Linguistics is the scientific study of human languages; it is directly related to psychology, anthropology, and computer science, as well as more applied fields like second language acquisition or speech and hearing science. The focus for linguistic informatics students is on computational representations of syntax and semantics for processing natural language.

An informatics major with a linguistics cognate consists of 46 semester hours, 21 of them drawn primarily from Linguistics.

The four required courses (a total of 12 s.h.) provide an introduction to linguistics and linguistic analysis:

103:100 Introduction to Linguistics
3 s.h.
103:110 Articulatory and Acoustic Phonetics
3 s.h.
103:111 Syntactic Analysis
3 s.h.
103:112 Phonological Analysis
3 s.h.
TOTAL
12 s.h.

Students must also take at least 3 s.h. in language history (e.g., 103:131 or 103:139) or a course in an old language (classical Greek, Latin, Old English, Sanskrit).

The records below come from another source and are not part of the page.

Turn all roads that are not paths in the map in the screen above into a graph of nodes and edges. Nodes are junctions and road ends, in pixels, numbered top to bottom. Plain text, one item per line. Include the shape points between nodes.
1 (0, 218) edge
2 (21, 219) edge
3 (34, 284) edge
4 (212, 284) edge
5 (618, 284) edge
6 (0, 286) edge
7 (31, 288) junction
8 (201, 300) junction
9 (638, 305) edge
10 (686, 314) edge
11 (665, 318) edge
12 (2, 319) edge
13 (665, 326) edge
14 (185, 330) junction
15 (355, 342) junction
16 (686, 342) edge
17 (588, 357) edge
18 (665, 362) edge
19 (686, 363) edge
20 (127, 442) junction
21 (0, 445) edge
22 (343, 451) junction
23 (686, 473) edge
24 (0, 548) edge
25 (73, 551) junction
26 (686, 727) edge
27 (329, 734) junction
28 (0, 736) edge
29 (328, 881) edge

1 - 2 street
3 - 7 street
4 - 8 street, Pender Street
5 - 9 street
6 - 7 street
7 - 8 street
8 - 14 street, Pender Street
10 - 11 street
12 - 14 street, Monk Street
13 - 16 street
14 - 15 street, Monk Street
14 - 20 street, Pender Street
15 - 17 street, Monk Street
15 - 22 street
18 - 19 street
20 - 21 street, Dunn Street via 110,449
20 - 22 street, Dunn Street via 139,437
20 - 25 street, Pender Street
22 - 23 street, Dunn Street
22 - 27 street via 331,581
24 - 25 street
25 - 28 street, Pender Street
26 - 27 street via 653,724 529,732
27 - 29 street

The remaining 6 s.h. of coursework focuses on the interface between linguistics and computation:

103:140 Introduction to Computational Linguistics
3 s.h.
103:157 Electronic Corpora and Linguistic Analysis
3 s.h.
TOTAL
6 s.h.

Note: we expect the sets of suitable courses for this and other cognates to expand during the first few years of the major, especially as new informatics-related cognate courses are developed. Students are encouraged to work with an Informatics faculty advisor to determine and get approval for personalized cognate course sets.